__Task details__
Gather every line from the entries below that includes "leaves".

__Dataset records__
=======

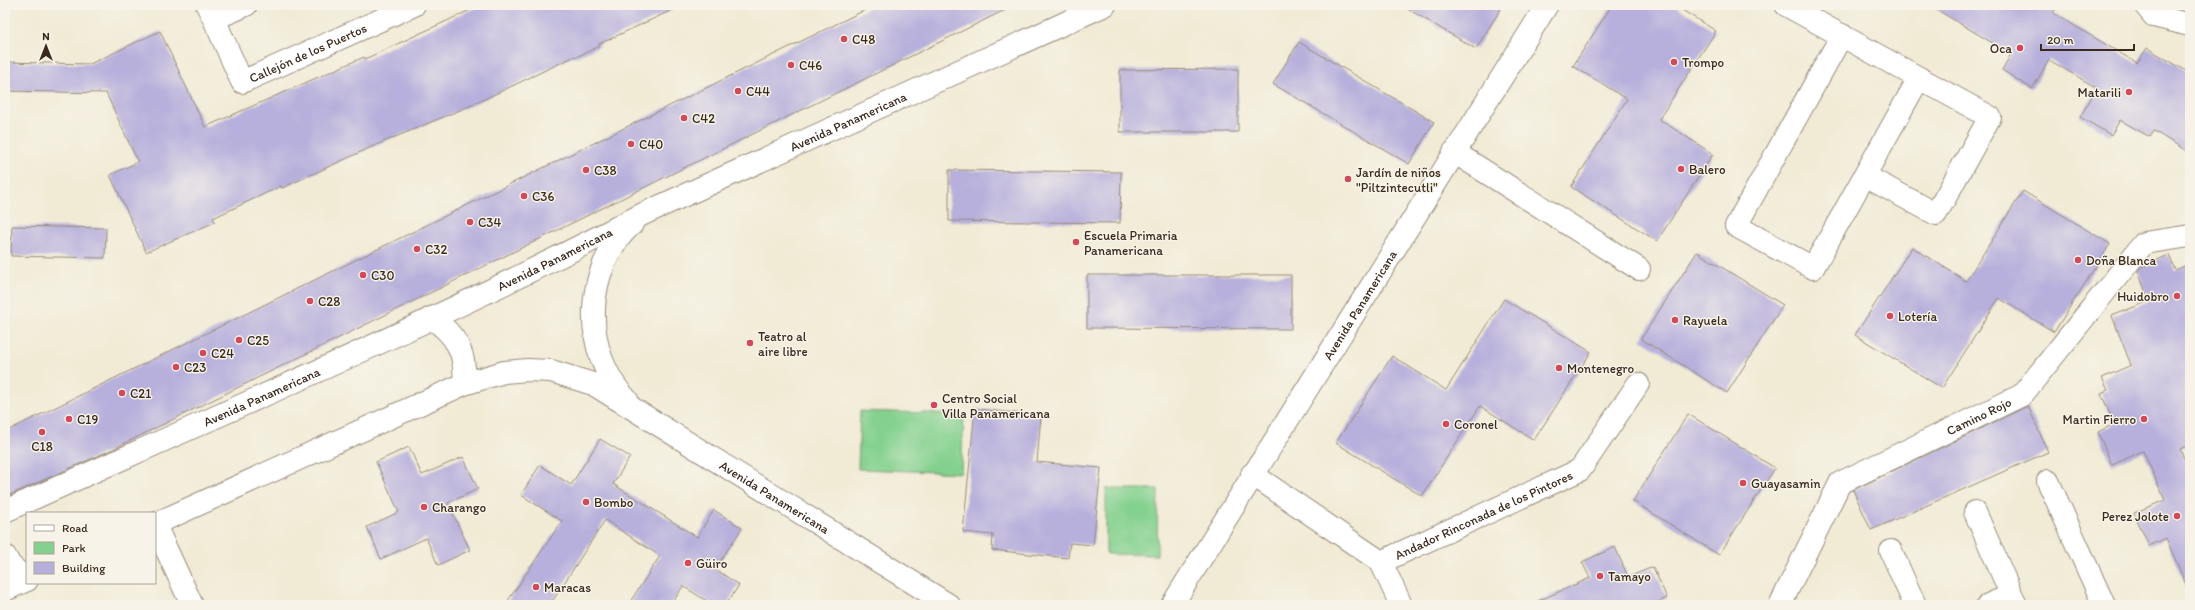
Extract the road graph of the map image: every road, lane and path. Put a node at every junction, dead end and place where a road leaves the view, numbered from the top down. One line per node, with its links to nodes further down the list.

=======

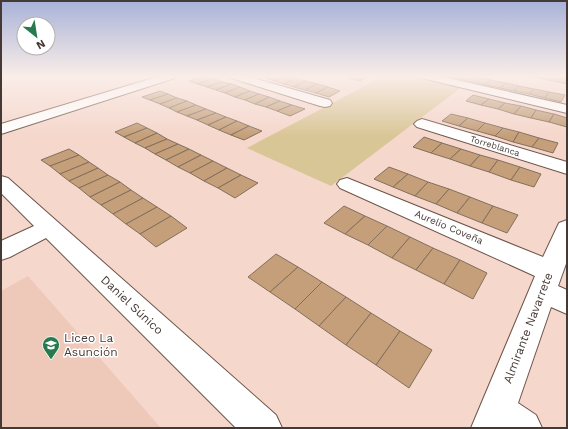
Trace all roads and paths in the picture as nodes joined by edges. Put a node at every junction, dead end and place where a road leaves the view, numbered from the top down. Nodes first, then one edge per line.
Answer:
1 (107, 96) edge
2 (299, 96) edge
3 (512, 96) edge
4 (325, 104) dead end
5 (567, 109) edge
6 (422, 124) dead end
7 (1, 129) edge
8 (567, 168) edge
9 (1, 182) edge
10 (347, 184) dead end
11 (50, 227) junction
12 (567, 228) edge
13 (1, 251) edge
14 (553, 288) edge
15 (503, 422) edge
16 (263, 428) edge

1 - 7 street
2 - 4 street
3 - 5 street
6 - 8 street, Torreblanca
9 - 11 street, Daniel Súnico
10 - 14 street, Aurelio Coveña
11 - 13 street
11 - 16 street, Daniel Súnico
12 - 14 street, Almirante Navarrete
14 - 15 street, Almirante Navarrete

=======

__Written answer__
Extract the road graph of the map image: every road, lane and path. Put a node at every junction, dead end and place where a road leaves the view, numbered from the top down. One line per node, with its links to nodes further down the list.
Trace all roads and paths in the picture as nodes joined by edges. Put a node at every junction, dead end and place where a road leaves the view, numbered from the top down. Nodes first, then one edge per line.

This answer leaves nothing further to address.